Records contained in a dataset:
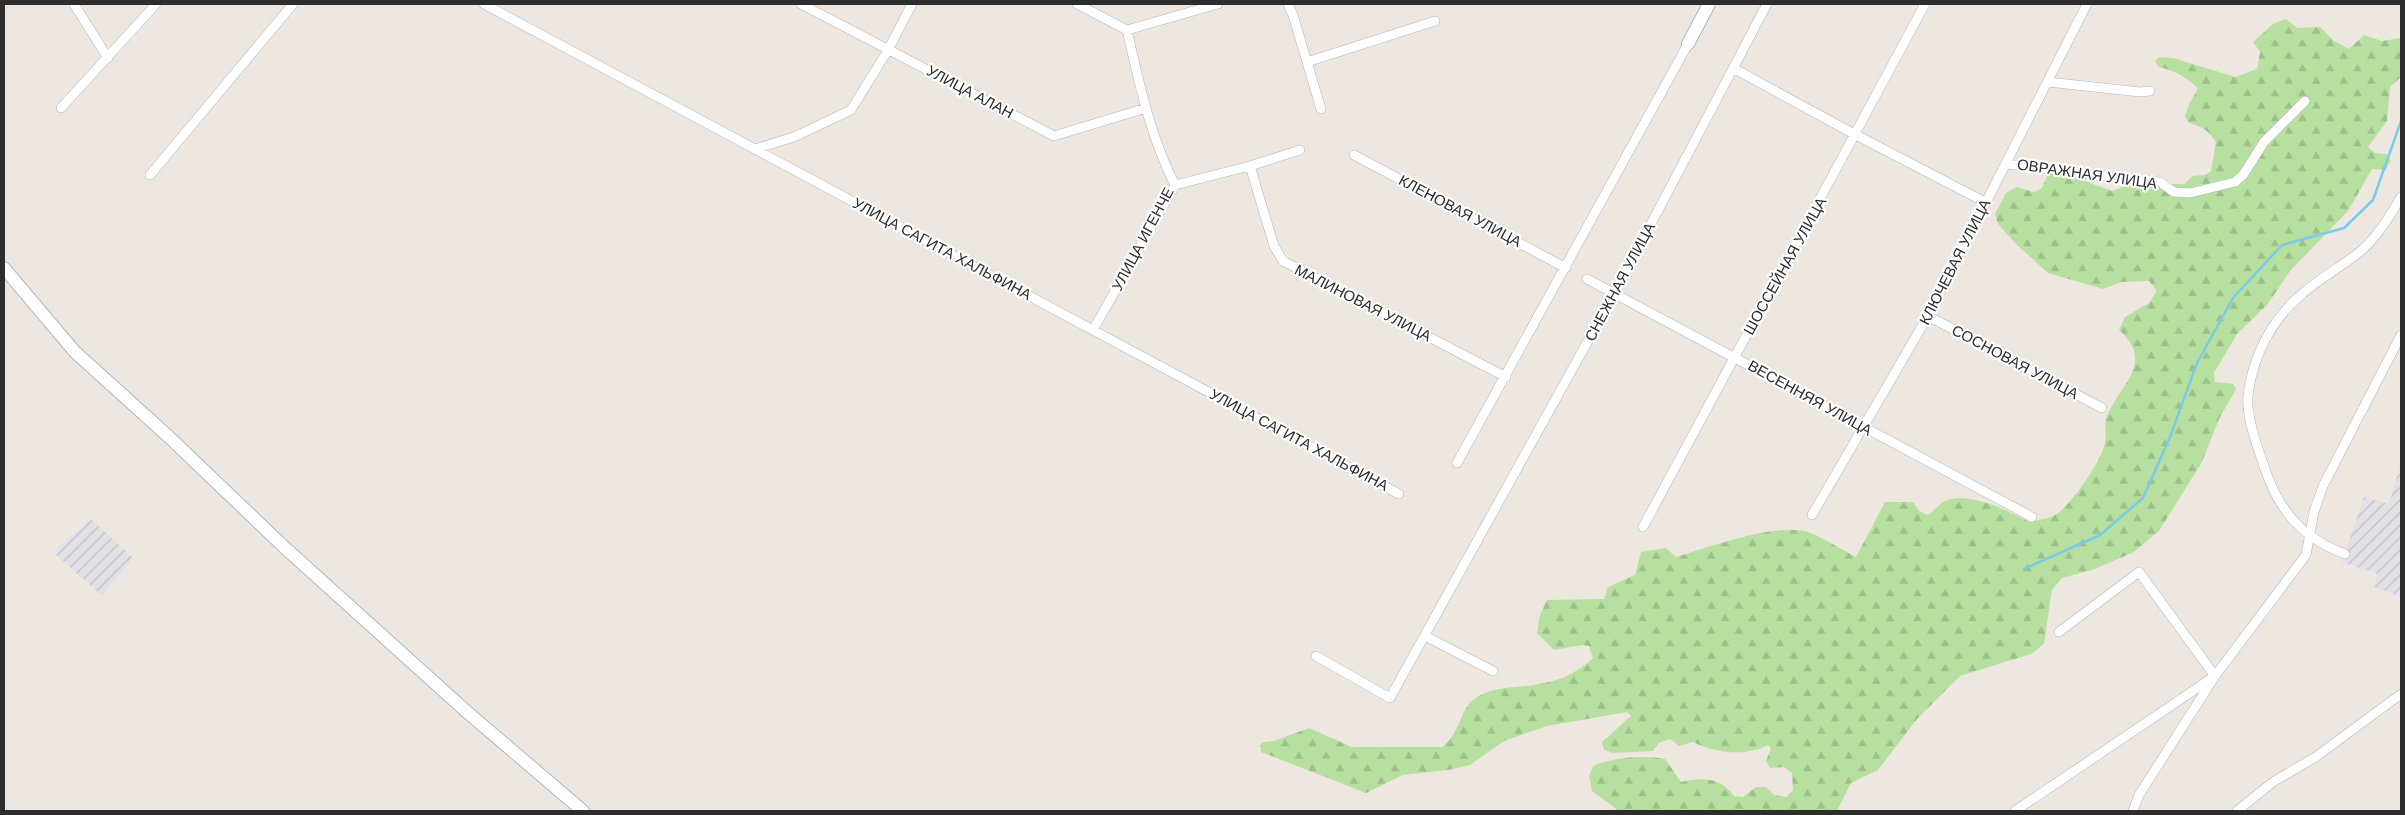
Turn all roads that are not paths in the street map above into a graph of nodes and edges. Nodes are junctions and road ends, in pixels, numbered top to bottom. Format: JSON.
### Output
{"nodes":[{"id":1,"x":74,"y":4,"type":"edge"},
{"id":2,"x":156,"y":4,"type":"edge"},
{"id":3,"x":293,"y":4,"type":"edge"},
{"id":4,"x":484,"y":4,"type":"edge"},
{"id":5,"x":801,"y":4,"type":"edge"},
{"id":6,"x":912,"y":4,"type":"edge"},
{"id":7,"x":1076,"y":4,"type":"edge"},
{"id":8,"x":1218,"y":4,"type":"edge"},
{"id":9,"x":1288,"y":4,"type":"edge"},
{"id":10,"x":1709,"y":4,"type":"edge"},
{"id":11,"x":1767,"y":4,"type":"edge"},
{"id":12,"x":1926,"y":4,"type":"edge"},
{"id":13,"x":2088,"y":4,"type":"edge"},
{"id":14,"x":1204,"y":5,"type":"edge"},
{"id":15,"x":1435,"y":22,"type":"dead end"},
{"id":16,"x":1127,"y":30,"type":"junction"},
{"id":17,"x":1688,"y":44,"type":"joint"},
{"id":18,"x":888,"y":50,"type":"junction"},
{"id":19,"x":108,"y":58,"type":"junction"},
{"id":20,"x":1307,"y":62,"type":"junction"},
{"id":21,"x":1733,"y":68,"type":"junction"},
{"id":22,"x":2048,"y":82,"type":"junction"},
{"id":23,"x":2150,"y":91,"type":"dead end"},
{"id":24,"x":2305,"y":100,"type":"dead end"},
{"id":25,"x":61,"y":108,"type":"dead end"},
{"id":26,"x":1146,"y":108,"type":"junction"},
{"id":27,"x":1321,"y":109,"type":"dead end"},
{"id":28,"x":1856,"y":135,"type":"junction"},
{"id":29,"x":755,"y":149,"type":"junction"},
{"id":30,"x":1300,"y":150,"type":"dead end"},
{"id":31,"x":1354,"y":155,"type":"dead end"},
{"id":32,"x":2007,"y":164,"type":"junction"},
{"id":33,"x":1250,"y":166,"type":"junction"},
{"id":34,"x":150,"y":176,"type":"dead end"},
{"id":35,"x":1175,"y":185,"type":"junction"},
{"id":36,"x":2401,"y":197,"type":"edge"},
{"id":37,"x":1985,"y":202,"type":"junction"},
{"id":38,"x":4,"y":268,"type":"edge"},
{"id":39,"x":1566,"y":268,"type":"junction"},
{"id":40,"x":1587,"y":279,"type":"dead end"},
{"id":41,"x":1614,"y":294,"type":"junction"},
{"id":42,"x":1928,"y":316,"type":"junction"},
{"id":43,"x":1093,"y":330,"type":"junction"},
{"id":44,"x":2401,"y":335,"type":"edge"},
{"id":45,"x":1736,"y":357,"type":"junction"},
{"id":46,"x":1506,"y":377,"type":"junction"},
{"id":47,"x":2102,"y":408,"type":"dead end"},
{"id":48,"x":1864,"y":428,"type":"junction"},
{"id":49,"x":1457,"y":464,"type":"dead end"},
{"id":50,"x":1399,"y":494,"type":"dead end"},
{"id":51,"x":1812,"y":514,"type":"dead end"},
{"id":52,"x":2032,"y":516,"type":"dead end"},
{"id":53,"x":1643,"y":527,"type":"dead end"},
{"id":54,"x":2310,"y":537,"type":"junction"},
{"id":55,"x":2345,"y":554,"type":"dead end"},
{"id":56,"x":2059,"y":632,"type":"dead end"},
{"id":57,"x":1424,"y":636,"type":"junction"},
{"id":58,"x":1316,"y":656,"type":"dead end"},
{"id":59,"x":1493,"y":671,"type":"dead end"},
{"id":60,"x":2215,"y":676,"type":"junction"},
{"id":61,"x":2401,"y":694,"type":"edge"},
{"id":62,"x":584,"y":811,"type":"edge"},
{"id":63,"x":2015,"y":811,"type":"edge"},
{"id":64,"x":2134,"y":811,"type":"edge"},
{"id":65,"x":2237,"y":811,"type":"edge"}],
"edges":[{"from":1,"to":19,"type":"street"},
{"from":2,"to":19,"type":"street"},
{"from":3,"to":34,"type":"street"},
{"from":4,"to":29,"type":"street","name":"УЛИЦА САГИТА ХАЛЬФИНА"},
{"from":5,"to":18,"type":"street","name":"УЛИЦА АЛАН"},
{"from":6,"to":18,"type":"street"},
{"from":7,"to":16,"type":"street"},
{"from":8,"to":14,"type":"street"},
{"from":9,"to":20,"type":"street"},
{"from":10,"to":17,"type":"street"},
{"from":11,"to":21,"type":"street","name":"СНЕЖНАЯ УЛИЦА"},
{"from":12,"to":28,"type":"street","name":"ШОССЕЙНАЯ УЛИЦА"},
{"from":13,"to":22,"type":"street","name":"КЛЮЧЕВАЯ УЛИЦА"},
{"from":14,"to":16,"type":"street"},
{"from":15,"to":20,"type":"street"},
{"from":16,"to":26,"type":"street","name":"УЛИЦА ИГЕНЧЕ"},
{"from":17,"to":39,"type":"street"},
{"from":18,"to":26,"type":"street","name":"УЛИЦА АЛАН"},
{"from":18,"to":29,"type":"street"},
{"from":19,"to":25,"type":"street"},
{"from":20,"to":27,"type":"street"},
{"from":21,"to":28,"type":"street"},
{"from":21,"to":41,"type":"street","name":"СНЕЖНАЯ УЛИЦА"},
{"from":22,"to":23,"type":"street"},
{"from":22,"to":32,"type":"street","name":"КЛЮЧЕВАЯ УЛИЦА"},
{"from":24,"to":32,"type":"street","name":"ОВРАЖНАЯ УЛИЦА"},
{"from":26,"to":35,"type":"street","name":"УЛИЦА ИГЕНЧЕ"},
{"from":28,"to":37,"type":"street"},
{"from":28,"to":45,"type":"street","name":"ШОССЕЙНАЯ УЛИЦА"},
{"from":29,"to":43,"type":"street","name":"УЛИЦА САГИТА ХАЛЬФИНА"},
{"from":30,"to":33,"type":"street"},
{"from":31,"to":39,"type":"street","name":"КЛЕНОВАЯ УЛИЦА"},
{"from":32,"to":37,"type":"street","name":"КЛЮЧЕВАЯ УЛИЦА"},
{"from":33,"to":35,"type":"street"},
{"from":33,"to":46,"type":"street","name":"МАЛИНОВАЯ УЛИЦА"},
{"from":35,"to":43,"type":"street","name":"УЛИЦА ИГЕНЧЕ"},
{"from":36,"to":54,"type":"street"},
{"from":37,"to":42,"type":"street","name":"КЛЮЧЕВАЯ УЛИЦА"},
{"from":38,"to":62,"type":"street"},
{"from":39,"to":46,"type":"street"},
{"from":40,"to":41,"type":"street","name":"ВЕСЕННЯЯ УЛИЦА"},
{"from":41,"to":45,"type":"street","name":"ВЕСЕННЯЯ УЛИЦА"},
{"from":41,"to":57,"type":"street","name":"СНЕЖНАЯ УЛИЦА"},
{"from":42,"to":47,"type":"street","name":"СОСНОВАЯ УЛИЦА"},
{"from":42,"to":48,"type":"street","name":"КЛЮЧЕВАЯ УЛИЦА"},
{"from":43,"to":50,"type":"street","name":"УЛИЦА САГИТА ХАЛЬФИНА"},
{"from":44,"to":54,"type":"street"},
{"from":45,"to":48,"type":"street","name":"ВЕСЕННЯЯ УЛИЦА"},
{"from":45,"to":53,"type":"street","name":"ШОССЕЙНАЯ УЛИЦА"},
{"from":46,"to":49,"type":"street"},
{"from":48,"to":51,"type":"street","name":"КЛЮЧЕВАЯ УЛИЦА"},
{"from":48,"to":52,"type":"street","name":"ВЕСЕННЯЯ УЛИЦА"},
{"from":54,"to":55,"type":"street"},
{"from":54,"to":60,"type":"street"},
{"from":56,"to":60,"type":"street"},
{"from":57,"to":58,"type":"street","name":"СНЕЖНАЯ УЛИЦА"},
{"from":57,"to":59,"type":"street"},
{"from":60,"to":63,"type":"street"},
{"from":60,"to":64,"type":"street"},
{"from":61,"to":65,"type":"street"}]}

What this task involves: Reproduce each line from the data that has "АЛАН" in it.

Exercise output:
{"from":5,"to":18,"type":"street","name":"УЛИЦА АЛАН"},
{"from":18,"to":26,"type":"street","name":"УЛИЦА АЛАН"},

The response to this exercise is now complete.